GEOCHEMISTRY AND PETROGENESIS OF CAPE ANN, MA, MESOZOIC DIKES

Mesozoic intraplate magmatism in the eastern Massachusetts Avalon terrane is represented by over 100 northeast trending dolerite dikes that intrude the Silurian Cape Ann Plutonic Complex (CAPC) and Neoproterozoic sedimentary, volcanic, and calc-alkaline granitoid rocks. Geochronological data are sparse, but the dikes are inferred to be of Triassic age. Olivine and plagioclase are the common phenocryst phases, and the groundmass consists of plagioclase, pyroxene, and opaque minerals. Deuteric alteration of plagioclase and pyroxene is common. Major and trace element data were obtained for 28 dikes using energy dispersive X-ray fluorescence (EDXRF), wavelength dispersive X-ray fluorescence (WDXRF), and Instrumental Neutron Activation Analysis (INAA).

Chemically the dikes can be divided into two groups: silica undersaturated and silica saturated to silica oversaturated. Thermodynamic modeling using PELE shows that the dike temperatures at time of intrusion were on the order of 1200^oC and that olivine and/or plagioclase were the liquidus phases. During fractional crystallization the undersaturated magmas would ultimately crystallize nepheline while the saturated magmas would crystallize quartz. Trace element data demonstrates that olivine and pyroxene fractionation was important and that minor plagioclase fractionation or accumulation occurred.
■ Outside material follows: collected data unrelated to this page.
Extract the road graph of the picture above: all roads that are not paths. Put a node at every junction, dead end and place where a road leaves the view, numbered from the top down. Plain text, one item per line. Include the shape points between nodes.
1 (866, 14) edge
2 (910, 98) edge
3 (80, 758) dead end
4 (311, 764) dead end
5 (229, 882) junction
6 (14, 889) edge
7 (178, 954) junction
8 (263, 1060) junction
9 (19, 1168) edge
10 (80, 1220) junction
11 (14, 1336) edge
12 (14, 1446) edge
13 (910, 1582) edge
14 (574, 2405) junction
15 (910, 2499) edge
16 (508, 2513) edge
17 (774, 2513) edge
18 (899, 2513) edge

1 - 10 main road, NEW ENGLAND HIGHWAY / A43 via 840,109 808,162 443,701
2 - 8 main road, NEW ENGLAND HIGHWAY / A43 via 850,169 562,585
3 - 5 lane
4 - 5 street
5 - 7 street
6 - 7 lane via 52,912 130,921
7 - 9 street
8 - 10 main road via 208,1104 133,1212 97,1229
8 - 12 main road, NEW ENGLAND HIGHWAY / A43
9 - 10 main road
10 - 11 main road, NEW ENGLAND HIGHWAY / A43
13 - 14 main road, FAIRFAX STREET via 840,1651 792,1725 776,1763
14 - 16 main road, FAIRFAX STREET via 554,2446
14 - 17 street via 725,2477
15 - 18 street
On standard elemental discriminant diagrams the Cape Ann dikes show characteristics of both OIB and EMORB sources and plot in within plate fields on various tectonic discriminant diagrams. The dike chemistry is distinctly different from that of other Mesozoic dikes and intrusions in New England. This suggests that the dikes were derived from a distinct subcontinental lithospheric source. Reverse modeling indicates that the Cape Ann dike magmas formed over a wide range of temperatures (1450 to 1775 °C) and pressures (2.1 GPa to 5.7 GPa) which are typical of intraplate magmatism.